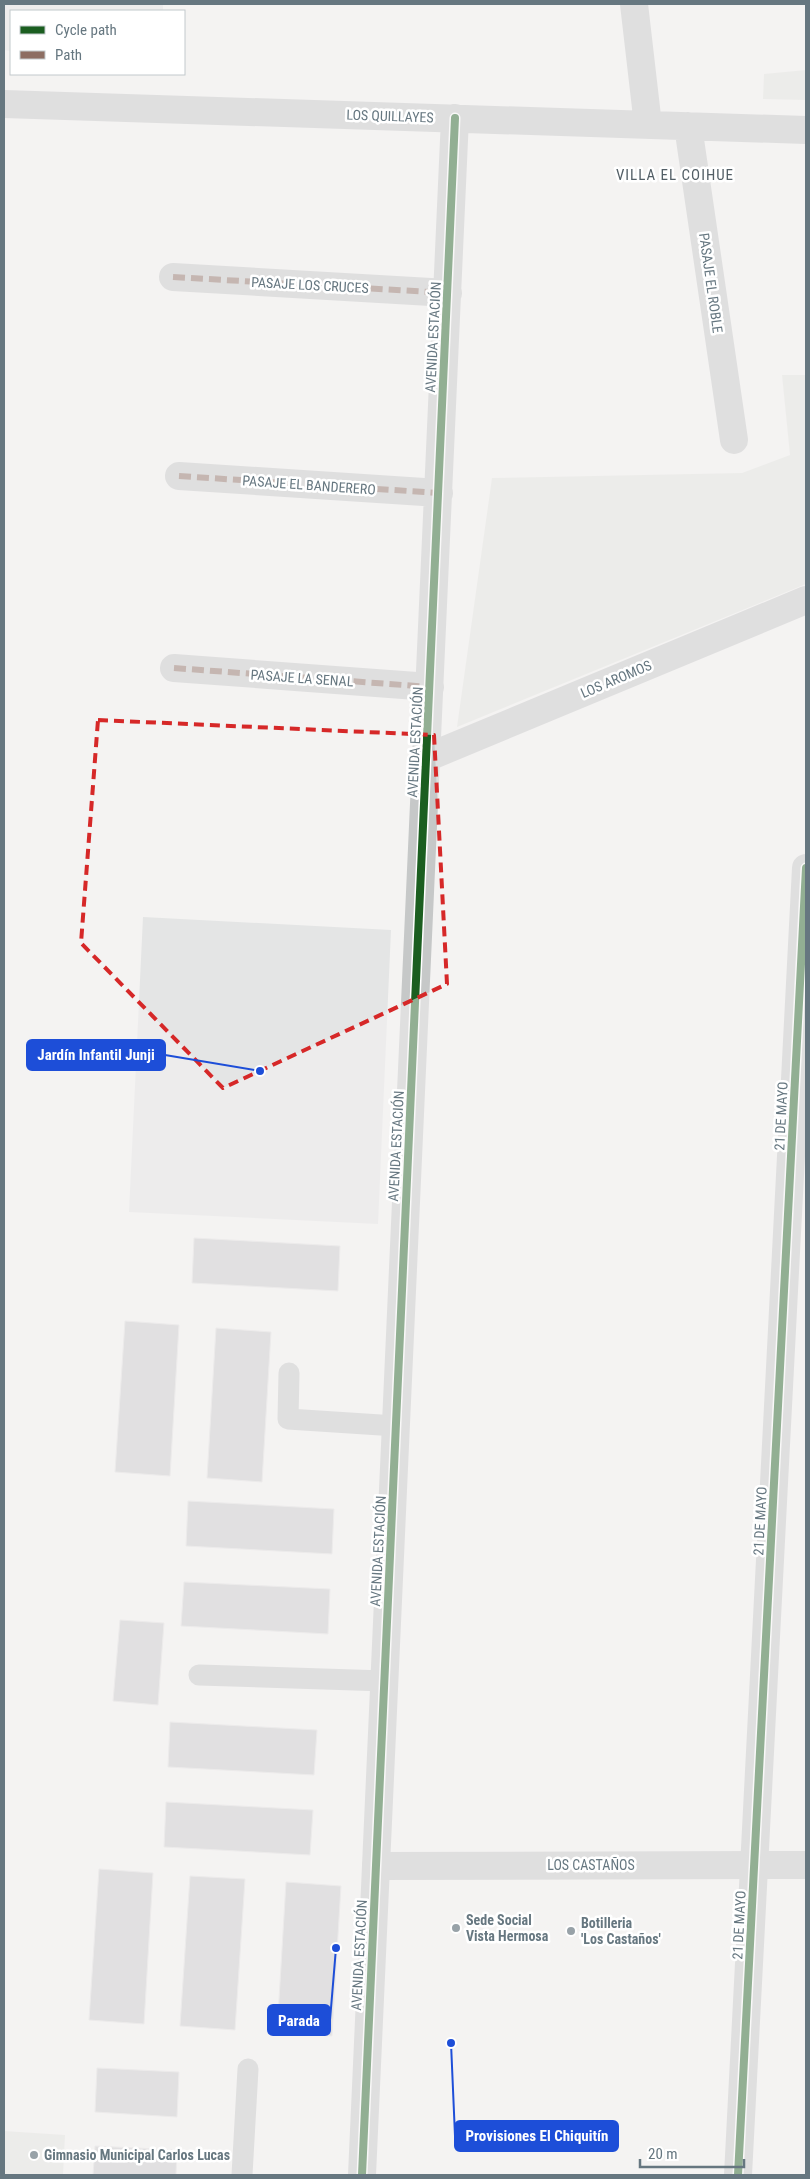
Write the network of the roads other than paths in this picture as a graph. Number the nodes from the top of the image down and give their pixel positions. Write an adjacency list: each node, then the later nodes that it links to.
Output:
1 (634, 4): 4 (street)
2 (4, 104): 3 (street, LOS QUILLAYES)
3 (455, 118): 4 (street, LOS QUILLAYES); 8 (street, AVENIDA ESTACIÓN)
4 (648, 125): 5 (street, LOS QUILLAYES)
5 (688, 126): 6 (street, LOS QUILLAYES); 9 (street, PASAJE EL ROBLE)
6 (806, 130)
7 (173, 277): 8 (street, PASAJE LOS CRUCES)
8 (448, 293): 11 (street, AVENIDA ESTACIÓN)
9 (734, 440)
10 (179, 476): 11 (street, PASAJE EL BANDERERO)
11 (439, 493): 14 (street, AVENIDA ESTACIÓN)
12 (806, 600): 15 (street, LOS AROMOS)
13 (174, 668): 14 (street, PASAJE LA SENAL)
14 (430, 687): 15 (street, AVENIDA ESTACIÓN)
15 (426, 758): 19 (street, AVENIDA ESTACIÓN)
16 (806, 868): 17 (street, 21 DE MAYO)
17 (796, 1272): 22 (street, 21 DE MAYO)
18 (289, 1373): 19 (lane)
19 (396, 1426): 21 (street, AVENIDA ESTACIÓN)
20 (199, 1674): 21 (lane)
21 (385, 1681): 24 (street, AVENIDA ESTACIÓN)
22 (754, 1865): 23 (street, LOS CASTAÑOS); 24 (street, LOS CASTAÑOS); 28 (street, 21 DE MAYO)
23 (806, 1865)
24 (376, 1866): 27 (street, AVENIDA ESTACIÓN)
25 (248, 2069): 26 (lane)
26 (242, 2175)
27 (362, 2175)
28 (738, 2175)

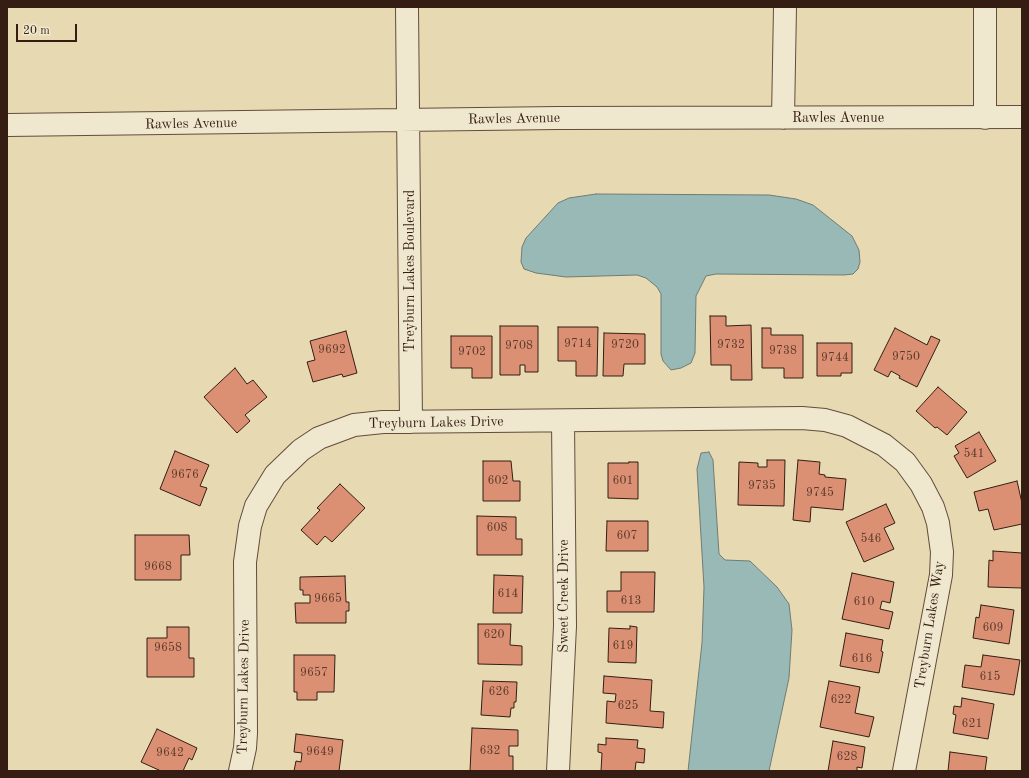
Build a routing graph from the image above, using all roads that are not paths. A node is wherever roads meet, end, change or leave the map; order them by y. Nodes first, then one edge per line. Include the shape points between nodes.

------------------------

__Task directions__.
Every record above should be duplicated precisely, with the images removed.

__Answer area__.
Write the network of the roads other than paths in this picture as a graph. Number the nodes from the top of the image down and give their pixel positions. Write an adjacency list: each node, then the later nodes that it links to.
Output:
1 (634, 4): 4 (street)
2 (4, 104): 3 (street, LOS QUILLAYES)
3 (455, 118): 4 (street, LOS QUILLAYES); 8 (street, AVENIDA ESTACIÓN)
4 (648, 125): 5 (street, LOS QUILLAYES)
5 (688, 126): 6 (street, LOS QUILLAYES); 9 (street, PASAJE EL ROBLE)
6 (806, 130)
7 (173, 277): 8 (street, PASAJE LOS CRUCES)
8 (448, 293): 11 (street, AVENIDA ESTACIÓN)
9 (734, 440)
10 (179, 476): 11 (street, PASAJE EL BANDERERO)
11 (439, 493): 14 (street, AVENIDA ESTACIÓN)
12 (806, 600): 15 (street, LOS AROMOS)
13 (174, 668): 14 (street, PASAJE LA SENAL)
14 (430, 687): 15 (street, AVENIDA ESTACIÓN)
15 (426, 758): 19 (street, AVENIDA ESTACIÓN)
16 (806, 868): 17 (street, 21 DE MAYO)
17 (796, 1272): 22 (street, 21 DE MAYO)
18 (289, 1373): 19 (lane)
19 (396, 1426): 21 (street, AVENIDA ESTACIÓN)
20 (199, 1674): 21 (lane)
21 (385, 1681): 24 (street, AVENIDA ESTACIÓN)
22 (754, 1865): 23 (street, LOS CASTAÑOS); 24 (street, LOS CASTAÑOS); 28 (street, 21 DE MAYO)
23 (806, 1865)
24 (376, 1866): 27 (street, AVENIDA ESTACIÓN)
25 (248, 2069): 26 (lane)
26 (242, 2175)
27 (362, 2175)
28 (738, 2175)

Build a routing graph from the image above, using all roads that are not paths. A node is wherever roads meet, end, change or leave the map; order them by y. Nodes first, then one edge per line. Include the shape points between nodes.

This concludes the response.